A note on context for these numbers. AMD left Bapco in the last two years, due to differences of opinion on how the benchmarking suites were chosen and AMD believed the tests are angled towards Intel processors and had optimizations to show bigger differences than what AMD felt was present. The following benchmarks are provided as data, but the conflict of opinion between the two companies on the validity of the benchmark is provided as context for the following numbers.

Office: SYSMark 2014 SE (Overall)

PCMark 10: link

PCMark 10 is the latest all-in-one office-related performance tool that combines a number of tests for low-to-mid office workloads, including some gaming, but focusing on aspects like document manipulation, response, and video conferencing.

Office: PCMark10-1 Essential Set Score

Office: PCMark10-2 Productivity Set Score

Office: PCMark10-3 Creation Set Score

Office: PCMark10-4 Physics Score

In the Physics score, the W-2195 takes a commanding lead, however the W-2155 is not far behind, offering a better performance per dollar metric. Both are outclassed by the Threadripper 1950X in this test, however.  In fact, the only test where Xeon W truly wins is in the Creation test.

GeekBench4: link

GB4 is a popular tool in benchmarking, with most users liking its cross-platform functionality. Due to requests, we are including the data in our reviews. Our benchmark database has a more detailed breakdown of the sub-sections in the test.

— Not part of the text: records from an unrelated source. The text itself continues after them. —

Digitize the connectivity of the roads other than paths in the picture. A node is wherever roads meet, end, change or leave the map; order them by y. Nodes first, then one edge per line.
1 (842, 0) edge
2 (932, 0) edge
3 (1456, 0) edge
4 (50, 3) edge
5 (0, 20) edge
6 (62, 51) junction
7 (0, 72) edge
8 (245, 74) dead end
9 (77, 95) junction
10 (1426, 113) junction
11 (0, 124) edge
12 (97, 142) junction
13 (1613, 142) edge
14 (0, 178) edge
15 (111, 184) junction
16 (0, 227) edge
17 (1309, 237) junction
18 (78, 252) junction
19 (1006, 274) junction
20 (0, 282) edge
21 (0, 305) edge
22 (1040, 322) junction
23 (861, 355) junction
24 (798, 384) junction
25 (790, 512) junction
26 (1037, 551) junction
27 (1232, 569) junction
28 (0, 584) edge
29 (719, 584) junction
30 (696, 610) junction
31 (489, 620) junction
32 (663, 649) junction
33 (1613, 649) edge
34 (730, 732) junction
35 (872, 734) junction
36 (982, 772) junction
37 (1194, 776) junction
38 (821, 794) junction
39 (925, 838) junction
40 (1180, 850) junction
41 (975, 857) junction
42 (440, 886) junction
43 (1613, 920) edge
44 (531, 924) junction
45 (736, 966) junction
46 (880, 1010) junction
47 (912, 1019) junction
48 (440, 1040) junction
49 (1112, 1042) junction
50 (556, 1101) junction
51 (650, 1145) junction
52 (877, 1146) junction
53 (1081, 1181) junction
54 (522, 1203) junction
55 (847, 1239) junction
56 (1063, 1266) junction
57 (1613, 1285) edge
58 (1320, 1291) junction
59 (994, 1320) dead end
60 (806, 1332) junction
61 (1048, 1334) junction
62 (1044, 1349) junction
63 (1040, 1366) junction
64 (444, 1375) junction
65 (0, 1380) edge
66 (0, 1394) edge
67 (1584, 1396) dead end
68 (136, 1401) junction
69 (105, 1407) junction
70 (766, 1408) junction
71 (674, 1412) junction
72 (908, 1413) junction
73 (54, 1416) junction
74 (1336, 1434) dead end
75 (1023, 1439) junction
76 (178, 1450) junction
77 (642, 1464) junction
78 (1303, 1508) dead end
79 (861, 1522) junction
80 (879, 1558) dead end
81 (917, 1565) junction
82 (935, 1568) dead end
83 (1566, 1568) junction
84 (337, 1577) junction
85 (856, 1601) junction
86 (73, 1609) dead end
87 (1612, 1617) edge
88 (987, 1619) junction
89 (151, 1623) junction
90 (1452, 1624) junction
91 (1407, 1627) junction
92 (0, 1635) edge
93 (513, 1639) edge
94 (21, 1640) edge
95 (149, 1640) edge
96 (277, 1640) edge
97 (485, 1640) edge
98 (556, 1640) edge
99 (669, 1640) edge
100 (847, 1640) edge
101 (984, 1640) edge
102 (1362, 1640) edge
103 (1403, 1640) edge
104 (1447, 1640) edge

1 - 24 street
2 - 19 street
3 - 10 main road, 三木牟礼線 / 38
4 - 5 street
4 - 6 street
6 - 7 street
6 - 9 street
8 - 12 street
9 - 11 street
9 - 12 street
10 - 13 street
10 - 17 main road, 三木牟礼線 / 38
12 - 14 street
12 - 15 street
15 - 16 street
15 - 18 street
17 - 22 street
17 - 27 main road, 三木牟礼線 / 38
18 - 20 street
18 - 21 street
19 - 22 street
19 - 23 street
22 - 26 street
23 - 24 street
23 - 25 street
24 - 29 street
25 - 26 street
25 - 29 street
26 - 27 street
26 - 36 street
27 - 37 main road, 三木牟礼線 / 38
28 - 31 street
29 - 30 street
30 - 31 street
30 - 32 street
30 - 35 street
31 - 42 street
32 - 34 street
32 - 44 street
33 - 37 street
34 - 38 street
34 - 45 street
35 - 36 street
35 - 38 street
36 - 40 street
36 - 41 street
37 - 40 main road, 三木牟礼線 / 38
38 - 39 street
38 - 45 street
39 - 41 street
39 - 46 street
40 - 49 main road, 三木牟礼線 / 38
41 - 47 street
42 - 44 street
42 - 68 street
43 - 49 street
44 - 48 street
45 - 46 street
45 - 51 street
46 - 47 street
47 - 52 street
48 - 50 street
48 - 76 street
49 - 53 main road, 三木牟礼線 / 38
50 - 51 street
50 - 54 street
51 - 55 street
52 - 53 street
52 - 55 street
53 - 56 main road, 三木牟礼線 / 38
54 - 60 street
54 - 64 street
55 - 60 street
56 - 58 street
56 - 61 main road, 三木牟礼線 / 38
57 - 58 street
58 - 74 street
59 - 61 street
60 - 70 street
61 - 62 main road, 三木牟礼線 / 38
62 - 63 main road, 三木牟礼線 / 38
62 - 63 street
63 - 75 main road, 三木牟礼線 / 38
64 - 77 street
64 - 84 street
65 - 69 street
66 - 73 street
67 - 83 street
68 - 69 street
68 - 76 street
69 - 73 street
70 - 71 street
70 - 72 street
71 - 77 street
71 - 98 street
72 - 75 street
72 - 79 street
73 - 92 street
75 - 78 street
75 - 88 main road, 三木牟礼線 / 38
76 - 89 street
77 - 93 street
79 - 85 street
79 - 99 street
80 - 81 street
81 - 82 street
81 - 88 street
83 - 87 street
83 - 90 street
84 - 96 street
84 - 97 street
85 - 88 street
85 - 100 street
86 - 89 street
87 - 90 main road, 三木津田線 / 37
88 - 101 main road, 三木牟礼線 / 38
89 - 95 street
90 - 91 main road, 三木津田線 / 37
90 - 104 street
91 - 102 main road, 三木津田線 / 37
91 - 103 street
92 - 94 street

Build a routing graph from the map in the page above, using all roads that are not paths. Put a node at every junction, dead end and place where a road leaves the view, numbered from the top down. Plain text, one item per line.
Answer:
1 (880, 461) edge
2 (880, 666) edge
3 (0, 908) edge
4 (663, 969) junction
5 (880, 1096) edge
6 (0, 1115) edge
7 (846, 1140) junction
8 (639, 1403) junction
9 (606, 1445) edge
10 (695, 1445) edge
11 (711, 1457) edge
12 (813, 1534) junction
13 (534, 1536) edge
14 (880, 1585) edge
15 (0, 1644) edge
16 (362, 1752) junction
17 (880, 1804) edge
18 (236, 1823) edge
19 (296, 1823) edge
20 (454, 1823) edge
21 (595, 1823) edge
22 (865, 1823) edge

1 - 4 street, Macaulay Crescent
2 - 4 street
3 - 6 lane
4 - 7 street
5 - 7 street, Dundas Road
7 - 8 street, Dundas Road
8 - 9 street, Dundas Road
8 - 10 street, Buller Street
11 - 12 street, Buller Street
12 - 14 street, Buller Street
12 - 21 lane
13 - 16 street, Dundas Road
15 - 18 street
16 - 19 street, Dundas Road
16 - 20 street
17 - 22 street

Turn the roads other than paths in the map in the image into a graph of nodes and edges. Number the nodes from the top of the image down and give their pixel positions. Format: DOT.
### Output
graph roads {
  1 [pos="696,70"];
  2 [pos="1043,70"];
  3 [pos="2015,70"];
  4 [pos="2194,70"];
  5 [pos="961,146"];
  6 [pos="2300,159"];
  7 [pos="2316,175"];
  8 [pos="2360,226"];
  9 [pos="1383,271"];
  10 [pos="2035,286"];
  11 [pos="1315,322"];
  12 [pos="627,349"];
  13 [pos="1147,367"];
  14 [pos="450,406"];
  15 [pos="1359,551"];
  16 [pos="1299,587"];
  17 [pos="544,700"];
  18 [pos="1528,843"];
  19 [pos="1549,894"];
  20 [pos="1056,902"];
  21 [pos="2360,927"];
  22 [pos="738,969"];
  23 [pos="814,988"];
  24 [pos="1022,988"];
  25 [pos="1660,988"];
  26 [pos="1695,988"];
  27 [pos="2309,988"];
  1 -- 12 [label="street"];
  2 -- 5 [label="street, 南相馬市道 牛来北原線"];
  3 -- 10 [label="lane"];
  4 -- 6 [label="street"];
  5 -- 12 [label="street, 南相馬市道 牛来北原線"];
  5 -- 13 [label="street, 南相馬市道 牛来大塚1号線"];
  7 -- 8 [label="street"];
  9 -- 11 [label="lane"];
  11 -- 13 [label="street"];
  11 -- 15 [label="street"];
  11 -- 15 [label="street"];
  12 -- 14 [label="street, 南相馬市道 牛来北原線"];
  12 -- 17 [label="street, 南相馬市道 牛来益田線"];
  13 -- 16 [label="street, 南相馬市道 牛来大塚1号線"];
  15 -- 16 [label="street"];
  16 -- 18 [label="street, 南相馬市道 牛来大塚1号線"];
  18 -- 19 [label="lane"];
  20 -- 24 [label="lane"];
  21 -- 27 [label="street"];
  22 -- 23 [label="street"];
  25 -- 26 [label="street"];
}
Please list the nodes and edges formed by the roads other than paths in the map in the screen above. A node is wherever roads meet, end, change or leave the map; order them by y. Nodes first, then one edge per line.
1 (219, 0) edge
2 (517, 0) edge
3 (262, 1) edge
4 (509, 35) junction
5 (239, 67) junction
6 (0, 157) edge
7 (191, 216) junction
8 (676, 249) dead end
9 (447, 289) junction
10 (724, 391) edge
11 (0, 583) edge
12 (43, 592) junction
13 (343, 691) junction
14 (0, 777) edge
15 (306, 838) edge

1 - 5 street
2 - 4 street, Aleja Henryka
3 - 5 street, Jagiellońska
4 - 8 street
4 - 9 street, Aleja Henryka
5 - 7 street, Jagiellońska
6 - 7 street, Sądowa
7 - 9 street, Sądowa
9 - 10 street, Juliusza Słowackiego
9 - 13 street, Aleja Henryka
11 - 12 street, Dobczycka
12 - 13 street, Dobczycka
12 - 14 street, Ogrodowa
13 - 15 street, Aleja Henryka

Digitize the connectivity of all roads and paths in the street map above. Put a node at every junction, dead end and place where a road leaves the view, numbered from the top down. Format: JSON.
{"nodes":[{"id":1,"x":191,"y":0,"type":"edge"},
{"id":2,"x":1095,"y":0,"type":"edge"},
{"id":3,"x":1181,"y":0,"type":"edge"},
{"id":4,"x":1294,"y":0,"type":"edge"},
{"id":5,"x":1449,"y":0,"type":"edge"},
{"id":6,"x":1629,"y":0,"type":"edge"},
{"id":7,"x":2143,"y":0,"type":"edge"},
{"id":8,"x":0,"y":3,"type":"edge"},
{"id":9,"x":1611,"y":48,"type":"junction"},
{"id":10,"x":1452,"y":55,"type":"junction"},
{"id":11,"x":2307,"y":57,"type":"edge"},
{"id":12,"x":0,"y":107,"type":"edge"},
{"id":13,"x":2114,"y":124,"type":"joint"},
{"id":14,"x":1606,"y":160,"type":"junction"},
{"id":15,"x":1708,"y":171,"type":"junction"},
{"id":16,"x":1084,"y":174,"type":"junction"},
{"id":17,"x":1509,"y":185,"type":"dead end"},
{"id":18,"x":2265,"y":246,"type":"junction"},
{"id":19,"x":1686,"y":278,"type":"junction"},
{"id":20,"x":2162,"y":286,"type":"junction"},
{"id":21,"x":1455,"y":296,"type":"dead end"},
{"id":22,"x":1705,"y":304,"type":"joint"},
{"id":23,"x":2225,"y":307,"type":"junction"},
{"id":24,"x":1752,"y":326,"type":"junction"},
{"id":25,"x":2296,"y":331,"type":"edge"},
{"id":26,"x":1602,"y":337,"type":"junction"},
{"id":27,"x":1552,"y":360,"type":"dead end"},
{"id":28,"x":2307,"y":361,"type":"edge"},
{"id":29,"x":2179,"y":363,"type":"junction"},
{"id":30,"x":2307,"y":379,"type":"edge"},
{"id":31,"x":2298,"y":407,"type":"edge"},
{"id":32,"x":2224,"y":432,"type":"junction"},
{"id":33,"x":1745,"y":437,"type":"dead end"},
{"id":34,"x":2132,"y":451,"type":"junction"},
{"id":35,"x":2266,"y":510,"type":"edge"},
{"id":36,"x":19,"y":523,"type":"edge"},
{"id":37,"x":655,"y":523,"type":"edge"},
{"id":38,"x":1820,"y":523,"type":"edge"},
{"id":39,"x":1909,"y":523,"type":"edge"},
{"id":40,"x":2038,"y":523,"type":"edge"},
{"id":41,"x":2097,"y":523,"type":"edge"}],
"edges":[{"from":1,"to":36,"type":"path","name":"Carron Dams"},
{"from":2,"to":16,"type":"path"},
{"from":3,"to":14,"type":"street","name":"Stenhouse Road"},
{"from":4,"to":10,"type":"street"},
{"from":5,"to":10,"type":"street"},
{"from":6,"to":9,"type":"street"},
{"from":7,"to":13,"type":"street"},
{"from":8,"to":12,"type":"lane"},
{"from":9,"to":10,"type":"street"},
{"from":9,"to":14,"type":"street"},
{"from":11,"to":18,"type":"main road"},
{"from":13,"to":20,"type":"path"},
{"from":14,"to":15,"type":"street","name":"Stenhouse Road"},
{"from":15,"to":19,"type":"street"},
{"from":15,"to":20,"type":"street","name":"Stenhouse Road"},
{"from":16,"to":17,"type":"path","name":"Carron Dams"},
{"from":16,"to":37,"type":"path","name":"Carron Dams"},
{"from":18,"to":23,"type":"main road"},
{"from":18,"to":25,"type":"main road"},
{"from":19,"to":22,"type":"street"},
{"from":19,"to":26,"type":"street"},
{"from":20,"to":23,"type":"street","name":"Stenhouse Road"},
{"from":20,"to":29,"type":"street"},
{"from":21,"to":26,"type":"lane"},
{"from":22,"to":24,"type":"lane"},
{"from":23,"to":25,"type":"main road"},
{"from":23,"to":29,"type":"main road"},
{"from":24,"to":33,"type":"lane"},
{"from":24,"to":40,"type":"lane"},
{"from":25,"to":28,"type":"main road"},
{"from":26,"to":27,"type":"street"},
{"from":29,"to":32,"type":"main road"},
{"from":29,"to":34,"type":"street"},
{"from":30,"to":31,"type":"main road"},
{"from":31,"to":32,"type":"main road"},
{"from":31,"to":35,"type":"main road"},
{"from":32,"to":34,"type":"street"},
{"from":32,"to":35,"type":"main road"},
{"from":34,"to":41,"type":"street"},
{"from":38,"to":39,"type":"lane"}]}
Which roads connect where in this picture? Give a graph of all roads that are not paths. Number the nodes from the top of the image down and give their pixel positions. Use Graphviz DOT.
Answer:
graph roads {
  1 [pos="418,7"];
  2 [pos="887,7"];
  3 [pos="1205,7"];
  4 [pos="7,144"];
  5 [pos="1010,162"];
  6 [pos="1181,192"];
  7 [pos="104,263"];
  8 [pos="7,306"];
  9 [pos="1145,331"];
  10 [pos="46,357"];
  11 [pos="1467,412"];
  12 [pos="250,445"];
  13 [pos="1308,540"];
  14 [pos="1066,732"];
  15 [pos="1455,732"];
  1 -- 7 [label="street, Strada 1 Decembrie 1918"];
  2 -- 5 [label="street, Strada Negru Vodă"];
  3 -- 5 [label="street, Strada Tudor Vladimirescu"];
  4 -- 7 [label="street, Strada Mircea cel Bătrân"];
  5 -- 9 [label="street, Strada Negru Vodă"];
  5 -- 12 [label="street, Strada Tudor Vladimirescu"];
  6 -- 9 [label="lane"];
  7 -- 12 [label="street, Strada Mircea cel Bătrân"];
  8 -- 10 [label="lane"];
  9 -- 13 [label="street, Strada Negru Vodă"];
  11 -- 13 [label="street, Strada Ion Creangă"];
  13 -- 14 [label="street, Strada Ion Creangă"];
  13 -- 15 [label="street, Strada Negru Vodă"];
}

Office: Geekbench 4 - Single Threaded Score (Overall)Office: Geekbench 4 - MultiThreaded Score (Overall)

GeekBench 4 is still a newer benchmark in our test suite, hence the lack of comparative results.

PCMark8: link

Despite originally coming out in 2008/2009, Futuremark has maintained PCMark8 to remain relevant in 2017. On the scale of complicated tasks, PCMark focuses more on the low-to-mid range of professional workloads, making it a good indicator for what people consider 'office' work. We run the benchmark from the commandline in 'conventional' mode, meaning C++ over OpenCL, to remove the graphics card from the equation and focus purely on the CPU. PCMark8 offers Home, Work and Creative workloads, with some software tests shared and others unique to each benchmark set.

Office: PCMark8 Work (non-OpenCL)Office: PCMark8 Home (non-OpenCL)Office: PCMark8 Creative (non-OpenCL)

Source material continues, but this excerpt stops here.